EXTRACTED ENTRIES:
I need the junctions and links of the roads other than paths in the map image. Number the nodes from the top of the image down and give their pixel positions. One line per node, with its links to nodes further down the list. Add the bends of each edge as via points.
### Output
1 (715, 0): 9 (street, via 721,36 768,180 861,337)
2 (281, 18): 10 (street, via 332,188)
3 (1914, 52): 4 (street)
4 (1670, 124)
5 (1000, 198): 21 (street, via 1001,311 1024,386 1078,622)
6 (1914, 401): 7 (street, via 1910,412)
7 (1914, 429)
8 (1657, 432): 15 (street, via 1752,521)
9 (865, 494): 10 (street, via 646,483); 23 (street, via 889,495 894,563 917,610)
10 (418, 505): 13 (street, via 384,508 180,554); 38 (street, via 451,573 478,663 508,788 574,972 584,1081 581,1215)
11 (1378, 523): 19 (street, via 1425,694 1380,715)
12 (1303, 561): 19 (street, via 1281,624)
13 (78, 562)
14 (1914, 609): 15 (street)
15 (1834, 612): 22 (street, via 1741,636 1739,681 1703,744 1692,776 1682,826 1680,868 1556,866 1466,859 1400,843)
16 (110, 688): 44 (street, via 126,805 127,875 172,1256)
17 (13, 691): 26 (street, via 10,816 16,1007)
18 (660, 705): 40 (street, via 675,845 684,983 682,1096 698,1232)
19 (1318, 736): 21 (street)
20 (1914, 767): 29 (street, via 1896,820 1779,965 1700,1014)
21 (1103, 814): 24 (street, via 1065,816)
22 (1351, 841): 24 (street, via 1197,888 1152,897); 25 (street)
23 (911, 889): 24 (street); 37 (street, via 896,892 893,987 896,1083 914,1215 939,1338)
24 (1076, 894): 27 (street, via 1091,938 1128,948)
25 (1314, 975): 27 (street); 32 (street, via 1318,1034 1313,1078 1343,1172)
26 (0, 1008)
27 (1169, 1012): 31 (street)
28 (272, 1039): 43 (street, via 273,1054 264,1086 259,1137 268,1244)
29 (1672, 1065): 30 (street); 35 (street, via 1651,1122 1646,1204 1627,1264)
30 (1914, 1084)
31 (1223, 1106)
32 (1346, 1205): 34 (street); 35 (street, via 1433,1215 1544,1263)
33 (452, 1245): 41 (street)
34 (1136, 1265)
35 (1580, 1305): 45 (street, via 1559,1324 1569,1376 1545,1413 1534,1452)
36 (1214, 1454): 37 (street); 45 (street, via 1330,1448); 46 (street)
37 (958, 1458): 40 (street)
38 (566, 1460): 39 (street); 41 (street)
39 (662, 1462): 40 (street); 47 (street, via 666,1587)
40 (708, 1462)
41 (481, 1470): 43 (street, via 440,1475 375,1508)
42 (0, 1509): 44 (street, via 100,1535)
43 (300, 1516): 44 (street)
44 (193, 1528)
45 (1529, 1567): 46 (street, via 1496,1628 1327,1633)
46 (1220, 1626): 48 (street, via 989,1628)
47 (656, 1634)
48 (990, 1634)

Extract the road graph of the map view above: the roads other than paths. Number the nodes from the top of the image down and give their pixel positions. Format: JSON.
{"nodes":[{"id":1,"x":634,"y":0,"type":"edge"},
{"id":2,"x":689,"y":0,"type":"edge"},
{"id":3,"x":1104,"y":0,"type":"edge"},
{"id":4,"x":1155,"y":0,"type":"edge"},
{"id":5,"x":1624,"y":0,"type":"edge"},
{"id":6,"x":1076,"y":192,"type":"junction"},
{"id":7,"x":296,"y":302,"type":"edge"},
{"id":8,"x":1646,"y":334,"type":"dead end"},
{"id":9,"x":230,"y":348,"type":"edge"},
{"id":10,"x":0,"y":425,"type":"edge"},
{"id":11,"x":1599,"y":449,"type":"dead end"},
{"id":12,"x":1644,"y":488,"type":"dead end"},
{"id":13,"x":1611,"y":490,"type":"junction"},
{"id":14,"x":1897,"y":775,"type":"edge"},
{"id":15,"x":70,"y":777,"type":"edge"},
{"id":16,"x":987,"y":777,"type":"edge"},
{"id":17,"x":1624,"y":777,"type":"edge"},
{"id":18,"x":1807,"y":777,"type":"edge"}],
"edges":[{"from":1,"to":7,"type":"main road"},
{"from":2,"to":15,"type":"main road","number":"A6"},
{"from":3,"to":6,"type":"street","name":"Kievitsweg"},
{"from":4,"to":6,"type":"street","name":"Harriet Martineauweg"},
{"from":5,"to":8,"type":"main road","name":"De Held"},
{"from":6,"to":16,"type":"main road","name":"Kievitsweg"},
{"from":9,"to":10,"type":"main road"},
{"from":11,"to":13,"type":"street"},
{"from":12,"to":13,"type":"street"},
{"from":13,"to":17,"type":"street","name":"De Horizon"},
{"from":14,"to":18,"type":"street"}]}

EXERCISE INSTRUCTIONS: Find all lines in the records that hold the word "down". Copy them.

WRITTEN RESPONSE:
I need the junctions and links of the roads other than paths in the map image. Number the nodes from the top of the image down and give their pixel positions. One line per node, with its links to nodes further down the list. Add the bends of each edge as via points.
Extract the road graph of the map view above: the roads other than paths. Number the nodes from the top of the image down and give their pixel positions. Format: JSON.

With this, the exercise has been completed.